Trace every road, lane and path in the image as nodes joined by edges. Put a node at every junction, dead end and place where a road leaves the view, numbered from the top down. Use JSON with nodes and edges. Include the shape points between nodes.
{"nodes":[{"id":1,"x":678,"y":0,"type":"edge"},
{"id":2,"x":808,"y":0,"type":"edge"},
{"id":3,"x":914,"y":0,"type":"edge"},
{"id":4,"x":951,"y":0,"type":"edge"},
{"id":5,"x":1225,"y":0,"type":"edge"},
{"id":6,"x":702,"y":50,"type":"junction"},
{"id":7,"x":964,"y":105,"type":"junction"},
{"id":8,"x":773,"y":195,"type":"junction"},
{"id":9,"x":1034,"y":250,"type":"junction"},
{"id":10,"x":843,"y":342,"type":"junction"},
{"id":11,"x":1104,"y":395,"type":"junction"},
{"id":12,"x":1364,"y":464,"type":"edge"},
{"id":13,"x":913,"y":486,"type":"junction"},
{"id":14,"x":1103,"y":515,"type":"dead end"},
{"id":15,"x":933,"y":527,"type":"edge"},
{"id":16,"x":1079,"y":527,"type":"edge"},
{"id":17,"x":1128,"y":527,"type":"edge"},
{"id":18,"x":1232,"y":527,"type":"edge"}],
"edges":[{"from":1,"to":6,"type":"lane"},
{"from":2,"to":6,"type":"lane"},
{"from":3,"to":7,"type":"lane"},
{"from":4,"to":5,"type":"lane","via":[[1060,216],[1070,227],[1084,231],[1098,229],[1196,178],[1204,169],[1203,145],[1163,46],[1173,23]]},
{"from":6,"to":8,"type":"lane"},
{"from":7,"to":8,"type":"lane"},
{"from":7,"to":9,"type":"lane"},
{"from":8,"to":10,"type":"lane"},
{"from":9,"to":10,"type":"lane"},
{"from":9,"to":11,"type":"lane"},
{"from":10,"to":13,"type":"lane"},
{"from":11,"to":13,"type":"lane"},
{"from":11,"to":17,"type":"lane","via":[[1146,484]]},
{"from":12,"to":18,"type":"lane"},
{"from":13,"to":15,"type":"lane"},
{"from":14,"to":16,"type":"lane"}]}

=======

* _AIM OF THE EXERCISE_:
Return the material in full, restating each entry word for word.

* _ANSWER AREA_:
Trace every road, lane and path in the image as nodes joined by edges. Put a node at every junction, dead end and place where a road leaves the view, numbered from the top down. Use JSON with nodes and edges. Include the shape points between nodes.
{"nodes":[{"id":1,"x":678,"y":0,"type":"edge"},
{"id":2,"x":808,"y":0,"type":"edge"},
{"id":3,"x":914,"y":0,"type":"edge"},
{"id":4,"x":951,"y":0,"type":"edge"},
{"id":5,"x":1225,"y":0,"type":"edge"},
{"id":6,"x":702,"y":50,"type":"junction"},
{"id":7,"x":964,"y":105,"type":"junction"},
{"id":8,"x":773,"y":195,"type":"junction"},
{"id":9,"x":1034,"y":250,"type":"junction"},
{"id":10,"x":843,"y":342,"type":"junction"},
{"id":11,"x":1104,"y":395,"type":"junction"},
{"id":12,"x":1364,"y":464,"type":"edge"},
{"id":13,"x":913,"y":486,"type":"junction"},
{"id":14,"x":1103,"y":515,"type":"dead end"},
{"id":15,"x":933,"y":527,"type":"edge"},
{"id":16,"x":1079,"y":527,"type":"edge"},
{"id":17,"x":1128,"y":527,"type":"edge"},
{"id":18,"x":1232,"y":527,"type":"edge"}],
"edges":[{"from":1,"to":6,"type":"lane"},
{"from":2,"to":6,"type":"lane"},
{"from":3,"to":7,"type":"lane"},
{"from":4,"to":5,"type":"lane","via":[[1060,216],[1070,227],[1084,231],[1098,229],[1196,178],[1204,169],[1203,145],[1163,46],[1173,23]]},
{"from":6,"to":8,"type":"lane"},
{"from":7,"to":8,"type":"lane"},
{"from":7,"to":9,"type":"lane"},
{"from":8,"to":10,"type":"lane"},
{"from":9,"to":10,"type":"lane"},
{"from":9,"to":11,"type":"lane"},
{"from":10,"to":13,"type":"lane"},
{"from":11,"to":13,"type":"lane"},
{"from":11,"to":17,"type":"lane","via":[[1146,484]]},
{"from":12,"to":18,"type":"lane"},
{"from":13,"to":15,"type":"lane"},
{"from":14,"to":16,"type":"lane"}]}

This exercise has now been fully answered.